══ Given records

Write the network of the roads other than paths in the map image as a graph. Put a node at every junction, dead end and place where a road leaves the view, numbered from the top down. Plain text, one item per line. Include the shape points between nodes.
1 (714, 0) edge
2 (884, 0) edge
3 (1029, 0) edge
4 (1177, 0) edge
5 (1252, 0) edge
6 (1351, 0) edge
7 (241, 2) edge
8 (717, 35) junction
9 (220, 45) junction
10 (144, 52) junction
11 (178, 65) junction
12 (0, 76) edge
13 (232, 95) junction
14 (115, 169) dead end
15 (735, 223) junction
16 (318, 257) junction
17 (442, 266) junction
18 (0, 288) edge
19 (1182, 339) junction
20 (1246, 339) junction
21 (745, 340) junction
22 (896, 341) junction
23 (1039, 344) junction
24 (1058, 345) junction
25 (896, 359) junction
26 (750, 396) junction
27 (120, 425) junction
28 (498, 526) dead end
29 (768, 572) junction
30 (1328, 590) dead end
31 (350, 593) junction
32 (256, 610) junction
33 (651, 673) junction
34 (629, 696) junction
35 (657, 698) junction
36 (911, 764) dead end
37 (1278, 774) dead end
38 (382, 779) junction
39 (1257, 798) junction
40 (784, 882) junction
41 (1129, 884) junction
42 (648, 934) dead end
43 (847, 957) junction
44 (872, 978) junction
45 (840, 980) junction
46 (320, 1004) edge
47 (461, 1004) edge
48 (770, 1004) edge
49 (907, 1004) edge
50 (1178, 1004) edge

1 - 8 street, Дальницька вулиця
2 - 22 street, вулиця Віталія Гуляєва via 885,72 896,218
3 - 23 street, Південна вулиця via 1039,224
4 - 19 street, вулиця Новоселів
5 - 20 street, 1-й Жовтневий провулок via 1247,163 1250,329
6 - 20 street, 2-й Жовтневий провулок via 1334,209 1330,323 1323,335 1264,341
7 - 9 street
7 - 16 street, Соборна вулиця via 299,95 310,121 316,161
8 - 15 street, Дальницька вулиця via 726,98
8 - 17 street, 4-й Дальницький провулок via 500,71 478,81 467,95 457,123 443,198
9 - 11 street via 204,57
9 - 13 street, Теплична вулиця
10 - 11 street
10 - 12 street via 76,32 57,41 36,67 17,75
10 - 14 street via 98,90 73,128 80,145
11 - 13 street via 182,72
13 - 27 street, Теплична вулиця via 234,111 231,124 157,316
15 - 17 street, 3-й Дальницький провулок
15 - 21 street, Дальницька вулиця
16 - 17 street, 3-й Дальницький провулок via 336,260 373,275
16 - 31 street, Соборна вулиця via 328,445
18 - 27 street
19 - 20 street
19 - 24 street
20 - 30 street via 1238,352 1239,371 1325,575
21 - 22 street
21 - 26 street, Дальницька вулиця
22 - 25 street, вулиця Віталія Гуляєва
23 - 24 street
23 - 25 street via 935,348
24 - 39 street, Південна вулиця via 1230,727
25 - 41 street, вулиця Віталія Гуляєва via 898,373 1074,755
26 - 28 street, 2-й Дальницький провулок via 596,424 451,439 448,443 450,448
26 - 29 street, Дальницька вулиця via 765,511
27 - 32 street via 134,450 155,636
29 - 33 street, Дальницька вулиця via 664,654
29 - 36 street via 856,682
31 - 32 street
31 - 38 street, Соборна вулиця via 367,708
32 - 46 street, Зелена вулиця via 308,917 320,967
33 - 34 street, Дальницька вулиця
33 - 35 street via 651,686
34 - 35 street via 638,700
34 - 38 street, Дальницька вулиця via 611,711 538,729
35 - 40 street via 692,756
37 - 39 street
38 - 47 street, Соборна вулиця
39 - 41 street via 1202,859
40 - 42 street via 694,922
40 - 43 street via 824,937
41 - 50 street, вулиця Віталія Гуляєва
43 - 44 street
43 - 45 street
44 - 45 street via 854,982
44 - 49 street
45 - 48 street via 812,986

════

Task objective: Please return the whole listing, line for line, exactly.

Result of this exercise:
Write the network of the roads other than paths in the map image as a graph. Put a node at every junction, dead end and place where a road leaves the view, numbered from the top down. Plain text, one item per line. Include the shape points between nodes.
1 (714, 0) edge
2 (884, 0) edge
3 (1029, 0) edge
4 (1177, 0) edge
5 (1252, 0) edge
6 (1351, 0) edge
7 (241, 2) edge
8 (717, 35) junction
9 (220, 45) junction
10 (144, 52) junction
11 (178, 65) junction
12 (0, 76) edge
13 (232, 95) junction
14 (115, 169) dead end
15 (735, 223) junction
16 (318, 257) junction
17 (442, 266) junction
18 (0, 288) edge
19 (1182, 339) junction
20 (1246, 339) junction
21 (745, 340) junction
22 (896, 341) junction
23 (1039, 344) junction
24 (1058, 345) junction
25 (896, 359) junction
26 (750, 396) junction
27 (120, 425) junction
28 (498, 526) dead end
29 (768, 572) junction
30 (1328, 590) dead end
31 (350, 593) junction
32 (256, 610) junction
33 (651, 673) junction
34 (629, 696) junction
35 (657, 698) junction
36 (911, 764) dead end
37 (1278, 774) dead end
38 (382, 779) junction
39 (1257, 798) junction
40 (784, 882) junction
41 (1129, 884) junction
42 (648, 934) dead end
43 (847, 957) junction
44 (872, 978) junction
45 (840, 980) junction
46 (320, 1004) edge
47 (461, 1004) edge
48 (770, 1004) edge
49 (907, 1004) edge
50 (1178, 1004) edge

1 - 8 street, Дальницька вулиця
2 - 22 street, вулиця Віталія Гуляєва via 885,72 896,218
3 - 23 street, Південна вулиця via 1039,224
4 - 19 street, вулиця Новоселів
5 - 20 street, 1-й Жовтневий провулок via 1247,163 1250,329
6 - 20 street, 2-й Жовтневий провулок via 1334,209 1330,323 1323,335 1264,341
7 - 9 street
7 - 16 street, Соборна вулиця via 299,95 310,121 316,161
8 - 15 street, Дальницька вулиця via 726,98
8 - 17 street, 4-й Дальницький провулок via 500,71 478,81 467,95 457,123 443,198
9 - 11 street via 204,57
9 - 13 street, Теплична вулиця
10 - 11 street
10 - 12 street via 76,32 57,41 36,67 17,75
10 - 14 street via 98,90 73,128 80,145
11 - 13 street via 182,72
13 - 27 street, Теплична вулиця via 234,111 231,124 157,316
15 - 17 street, 3-й Дальницький провулок
15 - 21 street, Дальницька вулиця
16 - 17 street, 3-й Дальницький провулок via 336,260 373,275
16 - 31 street, Соборна вулиця via 328,445
18 - 27 street
19 - 20 street
19 - 24 street
20 - 30 street via 1238,352 1239,371 1325,575
21 - 22 street
21 - 26 street, Дальницька вулиця
22 - 25 street, вулиця Віталія Гуляєва
23 - 24 street
23 - 25 street via 935,348
24 - 39 street, Південна вулиця via 1230,727
25 - 41 street, вулиця Віталія Гуляєва via 898,373 1074,755
26 - 28 street, 2-й Дальницький провулок via 596,424 451,439 448,443 450,448
26 - 29 street, Дальницька вулиця via 765,511
27 - 32 street via 134,450 155,636
29 - 33 street, Дальницька вулиця via 664,654
29 - 36 street via 856,682
31 - 32 street
31 - 38 street, Соборна вулиця via 367,708
32 - 46 street, Зелена вулиця via 308,917 320,967
33 - 34 street, Дальницька вулиця
33 - 35 street via 651,686
34 - 35 street via 638,700
34 - 38 street, Дальницька вулиця via 611,711 538,729
35 - 40 street via 692,756
37 - 39 street
38 - 47 street, Соборна вулиця
39 - 41 street via 1202,859
40 - 42 street via 694,922
40 - 43 street via 824,937
41 - 50 street, вулиця Віталія Гуляєва
43 - 44 street
43 - 45 street
44 - 45 street via 854,982
44 - 49 street
45 - 48 street via 812,986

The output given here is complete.